Using the material that follows, output exactly the lines from the one containing "index mcp: (82, 83)" through the one containing "middle mcp: (854, 962)", with both ends kept.

- - - - - - -

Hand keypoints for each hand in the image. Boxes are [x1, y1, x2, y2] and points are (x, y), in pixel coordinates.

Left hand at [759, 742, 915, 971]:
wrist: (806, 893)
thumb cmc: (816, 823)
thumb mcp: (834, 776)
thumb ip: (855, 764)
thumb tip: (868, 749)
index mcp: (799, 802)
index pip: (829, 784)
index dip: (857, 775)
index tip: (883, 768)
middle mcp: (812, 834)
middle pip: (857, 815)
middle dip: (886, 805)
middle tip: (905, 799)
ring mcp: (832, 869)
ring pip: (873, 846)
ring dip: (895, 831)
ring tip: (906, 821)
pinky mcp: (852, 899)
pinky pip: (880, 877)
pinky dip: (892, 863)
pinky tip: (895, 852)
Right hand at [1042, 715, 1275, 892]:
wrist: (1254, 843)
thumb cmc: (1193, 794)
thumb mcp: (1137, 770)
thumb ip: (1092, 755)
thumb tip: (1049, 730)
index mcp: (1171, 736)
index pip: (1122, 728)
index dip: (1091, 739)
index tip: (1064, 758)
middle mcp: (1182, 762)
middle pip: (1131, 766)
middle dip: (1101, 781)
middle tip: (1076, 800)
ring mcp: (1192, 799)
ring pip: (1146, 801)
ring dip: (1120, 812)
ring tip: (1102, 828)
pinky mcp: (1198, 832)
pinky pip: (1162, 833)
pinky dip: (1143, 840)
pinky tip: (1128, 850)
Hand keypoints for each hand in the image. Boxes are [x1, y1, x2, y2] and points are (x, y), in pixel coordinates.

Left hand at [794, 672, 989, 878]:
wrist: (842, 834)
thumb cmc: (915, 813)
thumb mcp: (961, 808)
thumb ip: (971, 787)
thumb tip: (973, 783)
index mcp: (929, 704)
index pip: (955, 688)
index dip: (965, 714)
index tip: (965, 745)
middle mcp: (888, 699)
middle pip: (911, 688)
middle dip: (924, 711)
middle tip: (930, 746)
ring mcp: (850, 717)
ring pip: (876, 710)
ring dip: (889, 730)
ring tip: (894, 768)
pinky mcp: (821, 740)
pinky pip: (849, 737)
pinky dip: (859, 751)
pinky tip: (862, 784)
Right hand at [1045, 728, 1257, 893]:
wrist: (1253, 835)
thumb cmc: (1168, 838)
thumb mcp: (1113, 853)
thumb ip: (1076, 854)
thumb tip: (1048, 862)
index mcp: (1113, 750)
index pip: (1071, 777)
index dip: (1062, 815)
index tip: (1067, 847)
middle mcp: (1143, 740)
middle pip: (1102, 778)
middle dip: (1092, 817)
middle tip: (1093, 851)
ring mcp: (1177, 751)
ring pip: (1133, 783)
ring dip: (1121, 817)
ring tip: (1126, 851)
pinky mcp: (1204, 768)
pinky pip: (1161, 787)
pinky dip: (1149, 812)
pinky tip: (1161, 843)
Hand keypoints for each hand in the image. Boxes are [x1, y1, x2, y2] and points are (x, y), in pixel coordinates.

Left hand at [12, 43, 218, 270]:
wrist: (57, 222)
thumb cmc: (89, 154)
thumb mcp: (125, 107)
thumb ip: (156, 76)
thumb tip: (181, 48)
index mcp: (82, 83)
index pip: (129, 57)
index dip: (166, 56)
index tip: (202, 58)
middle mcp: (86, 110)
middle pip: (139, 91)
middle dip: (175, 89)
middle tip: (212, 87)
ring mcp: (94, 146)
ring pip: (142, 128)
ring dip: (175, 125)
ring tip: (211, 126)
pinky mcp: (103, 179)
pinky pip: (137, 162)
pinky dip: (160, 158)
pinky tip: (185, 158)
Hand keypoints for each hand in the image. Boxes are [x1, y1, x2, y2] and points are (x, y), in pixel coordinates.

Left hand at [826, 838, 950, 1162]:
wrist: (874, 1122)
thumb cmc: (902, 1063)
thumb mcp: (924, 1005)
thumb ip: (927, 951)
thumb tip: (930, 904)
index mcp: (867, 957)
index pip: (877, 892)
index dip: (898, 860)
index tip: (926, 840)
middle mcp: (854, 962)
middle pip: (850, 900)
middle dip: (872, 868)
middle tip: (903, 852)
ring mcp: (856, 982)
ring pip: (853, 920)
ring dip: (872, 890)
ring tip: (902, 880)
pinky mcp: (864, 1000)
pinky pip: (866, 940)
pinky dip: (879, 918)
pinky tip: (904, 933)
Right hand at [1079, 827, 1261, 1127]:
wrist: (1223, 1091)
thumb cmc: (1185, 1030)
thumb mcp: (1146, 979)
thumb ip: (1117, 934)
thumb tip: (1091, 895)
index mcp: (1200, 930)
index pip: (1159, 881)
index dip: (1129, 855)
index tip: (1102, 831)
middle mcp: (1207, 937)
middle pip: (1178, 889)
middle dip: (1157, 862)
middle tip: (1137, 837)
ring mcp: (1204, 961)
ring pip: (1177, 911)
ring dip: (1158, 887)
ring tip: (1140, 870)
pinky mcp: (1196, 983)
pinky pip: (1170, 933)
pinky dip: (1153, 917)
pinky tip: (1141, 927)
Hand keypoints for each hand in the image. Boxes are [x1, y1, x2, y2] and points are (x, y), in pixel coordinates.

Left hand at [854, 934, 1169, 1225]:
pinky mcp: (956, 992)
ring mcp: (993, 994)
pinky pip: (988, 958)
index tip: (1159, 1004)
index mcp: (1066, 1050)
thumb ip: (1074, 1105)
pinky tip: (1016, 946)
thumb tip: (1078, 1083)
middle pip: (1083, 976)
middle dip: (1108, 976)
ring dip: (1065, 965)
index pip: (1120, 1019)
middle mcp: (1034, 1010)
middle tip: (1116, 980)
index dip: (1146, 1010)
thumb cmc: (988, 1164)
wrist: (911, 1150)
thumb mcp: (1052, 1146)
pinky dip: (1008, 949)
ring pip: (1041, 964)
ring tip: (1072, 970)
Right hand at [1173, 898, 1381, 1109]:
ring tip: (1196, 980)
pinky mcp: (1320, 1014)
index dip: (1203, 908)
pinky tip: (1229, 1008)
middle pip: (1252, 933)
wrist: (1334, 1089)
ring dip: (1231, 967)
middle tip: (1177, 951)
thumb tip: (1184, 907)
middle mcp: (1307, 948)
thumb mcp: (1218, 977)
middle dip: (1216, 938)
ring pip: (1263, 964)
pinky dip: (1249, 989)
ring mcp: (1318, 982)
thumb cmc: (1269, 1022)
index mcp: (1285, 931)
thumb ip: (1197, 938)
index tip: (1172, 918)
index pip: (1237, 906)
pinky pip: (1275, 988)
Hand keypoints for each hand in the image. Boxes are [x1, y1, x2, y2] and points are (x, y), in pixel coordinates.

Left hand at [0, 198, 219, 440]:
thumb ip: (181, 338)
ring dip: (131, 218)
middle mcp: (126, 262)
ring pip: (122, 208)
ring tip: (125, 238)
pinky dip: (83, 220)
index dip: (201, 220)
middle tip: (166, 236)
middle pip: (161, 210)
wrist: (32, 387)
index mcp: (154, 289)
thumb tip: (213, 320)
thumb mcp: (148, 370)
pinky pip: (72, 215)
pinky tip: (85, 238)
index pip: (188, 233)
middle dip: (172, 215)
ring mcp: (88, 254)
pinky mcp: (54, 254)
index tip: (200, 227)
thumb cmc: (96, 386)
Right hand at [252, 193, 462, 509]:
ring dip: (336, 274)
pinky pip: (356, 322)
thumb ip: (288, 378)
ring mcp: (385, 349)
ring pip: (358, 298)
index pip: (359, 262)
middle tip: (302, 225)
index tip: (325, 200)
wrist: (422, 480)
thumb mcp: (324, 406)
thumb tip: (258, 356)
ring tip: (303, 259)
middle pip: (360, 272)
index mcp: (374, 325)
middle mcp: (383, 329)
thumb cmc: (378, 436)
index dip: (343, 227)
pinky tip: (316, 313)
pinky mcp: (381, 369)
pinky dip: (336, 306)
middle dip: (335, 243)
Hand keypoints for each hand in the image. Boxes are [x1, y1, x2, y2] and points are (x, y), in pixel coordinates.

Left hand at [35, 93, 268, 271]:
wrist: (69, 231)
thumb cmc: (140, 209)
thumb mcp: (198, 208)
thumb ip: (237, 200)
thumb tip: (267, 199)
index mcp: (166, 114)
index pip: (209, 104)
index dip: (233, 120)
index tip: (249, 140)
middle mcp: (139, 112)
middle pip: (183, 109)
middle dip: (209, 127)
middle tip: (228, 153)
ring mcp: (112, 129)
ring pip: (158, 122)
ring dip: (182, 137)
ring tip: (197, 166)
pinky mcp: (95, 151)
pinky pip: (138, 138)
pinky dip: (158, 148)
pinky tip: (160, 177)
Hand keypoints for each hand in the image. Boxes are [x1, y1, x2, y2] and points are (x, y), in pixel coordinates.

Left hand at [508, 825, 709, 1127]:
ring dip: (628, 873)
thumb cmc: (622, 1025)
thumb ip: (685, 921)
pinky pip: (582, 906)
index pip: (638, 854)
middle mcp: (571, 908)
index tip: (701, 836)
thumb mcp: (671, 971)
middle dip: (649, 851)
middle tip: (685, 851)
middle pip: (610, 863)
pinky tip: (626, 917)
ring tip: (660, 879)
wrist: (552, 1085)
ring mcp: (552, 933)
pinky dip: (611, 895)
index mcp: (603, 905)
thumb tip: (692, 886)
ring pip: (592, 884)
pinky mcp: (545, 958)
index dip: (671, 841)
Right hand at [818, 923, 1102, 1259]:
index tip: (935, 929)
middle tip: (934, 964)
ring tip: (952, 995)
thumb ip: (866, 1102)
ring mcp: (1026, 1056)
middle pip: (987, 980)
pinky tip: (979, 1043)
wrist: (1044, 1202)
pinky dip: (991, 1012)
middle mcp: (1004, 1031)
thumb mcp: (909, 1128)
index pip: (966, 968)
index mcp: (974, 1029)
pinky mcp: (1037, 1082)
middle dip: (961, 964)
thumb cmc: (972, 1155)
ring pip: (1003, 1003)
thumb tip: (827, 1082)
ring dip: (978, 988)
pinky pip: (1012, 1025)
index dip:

- - - - - - -

| Result below |
index mcp: (82, 83)
index pip: (129, 57)
index dip: (166, 56)
index tip: (202, 58)
middle mcp: (86, 110)
middle pip: (139, 91)
middle dip: (175, 89)
middle tip: (212, 87)
ring mcp: (94, 146)
ring pip: (142, 128)
ring dip: (175, 125)
ring tip: (211, 126)
pinky mcp: (103, 179)
pinky pip: (137, 162)
pinky dip: (160, 158)
pinky tip: (185, 158)
Hand keypoints for each hand in the image. Boxes are [x1, y1, x2, y2] and points are (x, y), in pixel coordinates.

Left hand at [826, 838, 950, 1162]:
wrist: (874, 1122)
thumb cmc: (902, 1063)
thumb mcp: (924, 1005)
thumb ip: (927, 951)
thumb tip: (930, 904)
index mcp: (867, 957)
index pip: (877, 892)
index dip: (898, 860)
index tip: (926, 840)
middle mcp: (854, 962)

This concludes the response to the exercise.